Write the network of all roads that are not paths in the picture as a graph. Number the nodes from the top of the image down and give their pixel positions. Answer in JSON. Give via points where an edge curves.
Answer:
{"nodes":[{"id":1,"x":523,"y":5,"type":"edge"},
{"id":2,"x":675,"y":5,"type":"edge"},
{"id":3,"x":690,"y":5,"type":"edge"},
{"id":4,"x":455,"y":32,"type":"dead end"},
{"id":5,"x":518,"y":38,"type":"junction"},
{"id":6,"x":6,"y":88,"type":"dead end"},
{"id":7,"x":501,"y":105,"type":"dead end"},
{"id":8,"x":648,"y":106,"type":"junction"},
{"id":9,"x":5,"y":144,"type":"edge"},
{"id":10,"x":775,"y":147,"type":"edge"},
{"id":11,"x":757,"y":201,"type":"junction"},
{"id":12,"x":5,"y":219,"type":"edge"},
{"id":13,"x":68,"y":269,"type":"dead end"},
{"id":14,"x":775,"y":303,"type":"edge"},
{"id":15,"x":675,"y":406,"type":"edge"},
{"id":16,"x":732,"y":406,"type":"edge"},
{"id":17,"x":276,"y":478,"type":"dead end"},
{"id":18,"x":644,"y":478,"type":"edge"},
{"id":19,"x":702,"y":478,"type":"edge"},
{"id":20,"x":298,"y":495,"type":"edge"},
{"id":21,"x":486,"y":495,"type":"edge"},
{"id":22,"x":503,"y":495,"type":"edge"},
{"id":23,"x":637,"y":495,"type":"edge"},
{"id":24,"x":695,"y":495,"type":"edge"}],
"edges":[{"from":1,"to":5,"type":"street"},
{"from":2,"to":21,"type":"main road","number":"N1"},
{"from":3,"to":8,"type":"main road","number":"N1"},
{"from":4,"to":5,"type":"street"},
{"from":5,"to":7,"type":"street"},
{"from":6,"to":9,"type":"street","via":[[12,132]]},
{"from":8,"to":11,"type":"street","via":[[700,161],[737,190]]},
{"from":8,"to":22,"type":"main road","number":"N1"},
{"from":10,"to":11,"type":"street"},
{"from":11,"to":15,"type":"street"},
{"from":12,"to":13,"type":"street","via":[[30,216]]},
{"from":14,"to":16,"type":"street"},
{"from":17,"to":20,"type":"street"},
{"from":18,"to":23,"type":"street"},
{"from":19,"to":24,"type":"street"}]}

________

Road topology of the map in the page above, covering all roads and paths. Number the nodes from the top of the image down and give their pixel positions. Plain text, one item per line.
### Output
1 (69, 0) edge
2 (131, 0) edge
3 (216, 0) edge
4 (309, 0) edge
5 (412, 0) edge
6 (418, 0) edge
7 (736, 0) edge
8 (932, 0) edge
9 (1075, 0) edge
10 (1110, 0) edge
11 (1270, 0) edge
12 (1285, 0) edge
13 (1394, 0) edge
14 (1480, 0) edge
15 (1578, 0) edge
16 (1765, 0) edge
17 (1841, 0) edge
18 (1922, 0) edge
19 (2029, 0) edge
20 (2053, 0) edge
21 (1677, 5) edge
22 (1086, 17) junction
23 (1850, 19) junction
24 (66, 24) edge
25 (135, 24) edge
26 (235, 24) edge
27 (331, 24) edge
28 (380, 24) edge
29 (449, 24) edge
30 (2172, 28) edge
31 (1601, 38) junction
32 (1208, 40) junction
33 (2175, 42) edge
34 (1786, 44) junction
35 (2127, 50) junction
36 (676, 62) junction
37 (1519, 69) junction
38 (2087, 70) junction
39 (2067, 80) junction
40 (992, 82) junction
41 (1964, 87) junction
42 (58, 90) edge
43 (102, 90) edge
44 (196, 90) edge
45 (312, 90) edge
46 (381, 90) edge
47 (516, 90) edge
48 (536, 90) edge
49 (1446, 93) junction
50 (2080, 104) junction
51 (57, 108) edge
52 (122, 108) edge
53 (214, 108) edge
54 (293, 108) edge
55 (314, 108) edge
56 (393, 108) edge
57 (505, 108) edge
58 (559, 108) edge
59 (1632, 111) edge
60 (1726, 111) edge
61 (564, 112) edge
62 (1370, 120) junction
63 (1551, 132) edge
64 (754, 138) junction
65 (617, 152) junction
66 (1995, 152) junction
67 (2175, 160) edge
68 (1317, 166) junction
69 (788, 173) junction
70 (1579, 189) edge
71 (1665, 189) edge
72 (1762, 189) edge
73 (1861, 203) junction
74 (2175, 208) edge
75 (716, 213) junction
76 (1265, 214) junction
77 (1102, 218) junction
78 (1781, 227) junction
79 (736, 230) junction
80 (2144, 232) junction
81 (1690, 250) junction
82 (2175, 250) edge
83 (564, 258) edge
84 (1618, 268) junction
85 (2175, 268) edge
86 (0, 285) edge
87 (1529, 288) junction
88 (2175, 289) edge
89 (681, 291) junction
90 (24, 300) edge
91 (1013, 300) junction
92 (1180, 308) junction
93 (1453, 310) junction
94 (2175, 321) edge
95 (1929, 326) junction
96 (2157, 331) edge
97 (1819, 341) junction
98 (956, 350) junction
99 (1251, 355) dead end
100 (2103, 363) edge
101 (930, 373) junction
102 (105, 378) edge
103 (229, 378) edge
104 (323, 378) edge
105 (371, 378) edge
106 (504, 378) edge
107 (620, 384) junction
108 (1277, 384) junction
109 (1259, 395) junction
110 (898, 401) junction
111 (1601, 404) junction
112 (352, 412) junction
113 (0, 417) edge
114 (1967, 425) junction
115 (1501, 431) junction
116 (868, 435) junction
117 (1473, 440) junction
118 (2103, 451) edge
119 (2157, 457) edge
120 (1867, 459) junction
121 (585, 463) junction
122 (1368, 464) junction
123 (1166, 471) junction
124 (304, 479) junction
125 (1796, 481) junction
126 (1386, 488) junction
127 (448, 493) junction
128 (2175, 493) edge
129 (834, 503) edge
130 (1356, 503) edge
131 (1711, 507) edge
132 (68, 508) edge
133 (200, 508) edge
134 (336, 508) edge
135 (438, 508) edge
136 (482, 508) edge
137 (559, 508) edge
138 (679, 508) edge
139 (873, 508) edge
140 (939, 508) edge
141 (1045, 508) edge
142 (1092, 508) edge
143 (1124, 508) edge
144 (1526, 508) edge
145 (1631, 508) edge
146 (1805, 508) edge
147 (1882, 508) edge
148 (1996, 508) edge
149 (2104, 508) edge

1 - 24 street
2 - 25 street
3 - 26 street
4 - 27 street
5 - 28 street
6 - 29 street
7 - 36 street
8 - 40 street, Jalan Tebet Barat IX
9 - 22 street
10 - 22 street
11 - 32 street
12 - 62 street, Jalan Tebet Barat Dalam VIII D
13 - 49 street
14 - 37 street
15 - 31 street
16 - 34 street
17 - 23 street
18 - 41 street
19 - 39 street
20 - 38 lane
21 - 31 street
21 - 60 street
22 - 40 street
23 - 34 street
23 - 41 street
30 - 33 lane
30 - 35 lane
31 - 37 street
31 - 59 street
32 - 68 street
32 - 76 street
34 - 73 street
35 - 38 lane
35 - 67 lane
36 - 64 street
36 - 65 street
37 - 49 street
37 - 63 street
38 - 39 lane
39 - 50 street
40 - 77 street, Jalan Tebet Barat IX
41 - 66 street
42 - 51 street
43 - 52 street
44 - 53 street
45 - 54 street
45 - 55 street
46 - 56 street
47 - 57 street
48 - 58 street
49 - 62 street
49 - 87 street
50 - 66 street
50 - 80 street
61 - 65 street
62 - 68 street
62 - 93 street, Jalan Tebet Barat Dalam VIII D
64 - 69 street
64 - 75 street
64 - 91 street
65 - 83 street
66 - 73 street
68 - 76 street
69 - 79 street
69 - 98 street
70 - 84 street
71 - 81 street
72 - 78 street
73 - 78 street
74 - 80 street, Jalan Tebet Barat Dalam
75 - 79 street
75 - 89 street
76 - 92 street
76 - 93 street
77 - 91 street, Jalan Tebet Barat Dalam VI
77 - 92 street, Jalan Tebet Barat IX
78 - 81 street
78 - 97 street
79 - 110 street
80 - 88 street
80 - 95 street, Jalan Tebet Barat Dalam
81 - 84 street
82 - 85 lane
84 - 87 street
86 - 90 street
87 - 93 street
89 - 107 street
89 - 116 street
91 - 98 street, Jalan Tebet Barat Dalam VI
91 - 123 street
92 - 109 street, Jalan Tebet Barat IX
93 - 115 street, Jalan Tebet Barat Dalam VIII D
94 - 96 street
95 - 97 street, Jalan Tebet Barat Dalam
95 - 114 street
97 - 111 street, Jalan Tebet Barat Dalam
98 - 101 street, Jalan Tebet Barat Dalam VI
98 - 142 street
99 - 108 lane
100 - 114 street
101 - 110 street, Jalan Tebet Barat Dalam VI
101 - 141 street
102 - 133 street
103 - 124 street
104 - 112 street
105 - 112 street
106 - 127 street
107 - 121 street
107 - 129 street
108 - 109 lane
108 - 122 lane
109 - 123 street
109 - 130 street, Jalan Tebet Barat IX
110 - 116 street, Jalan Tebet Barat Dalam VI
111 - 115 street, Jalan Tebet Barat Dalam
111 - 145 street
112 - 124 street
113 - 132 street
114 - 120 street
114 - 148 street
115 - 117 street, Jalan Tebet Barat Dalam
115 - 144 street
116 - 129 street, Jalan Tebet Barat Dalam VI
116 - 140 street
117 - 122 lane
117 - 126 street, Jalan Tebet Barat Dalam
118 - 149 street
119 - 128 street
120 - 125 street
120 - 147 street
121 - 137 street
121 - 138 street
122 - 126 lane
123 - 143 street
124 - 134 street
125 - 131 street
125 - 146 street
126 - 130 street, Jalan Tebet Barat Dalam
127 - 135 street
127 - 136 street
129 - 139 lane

________

• What you are asked to do: Go through the data and show every line where "pixel" occurs.

• Response area:
Write the network of all roads that are not paths in the picture as a graph. Number the nodes from the top of the image down and give their pixel positions. Answer in JSON. Give via points where an edge curves.
Road topology of the map in the page above, covering all roads and paths. Number the nodes from the top of the image down and give their pixel positions. Plain text, one item per line.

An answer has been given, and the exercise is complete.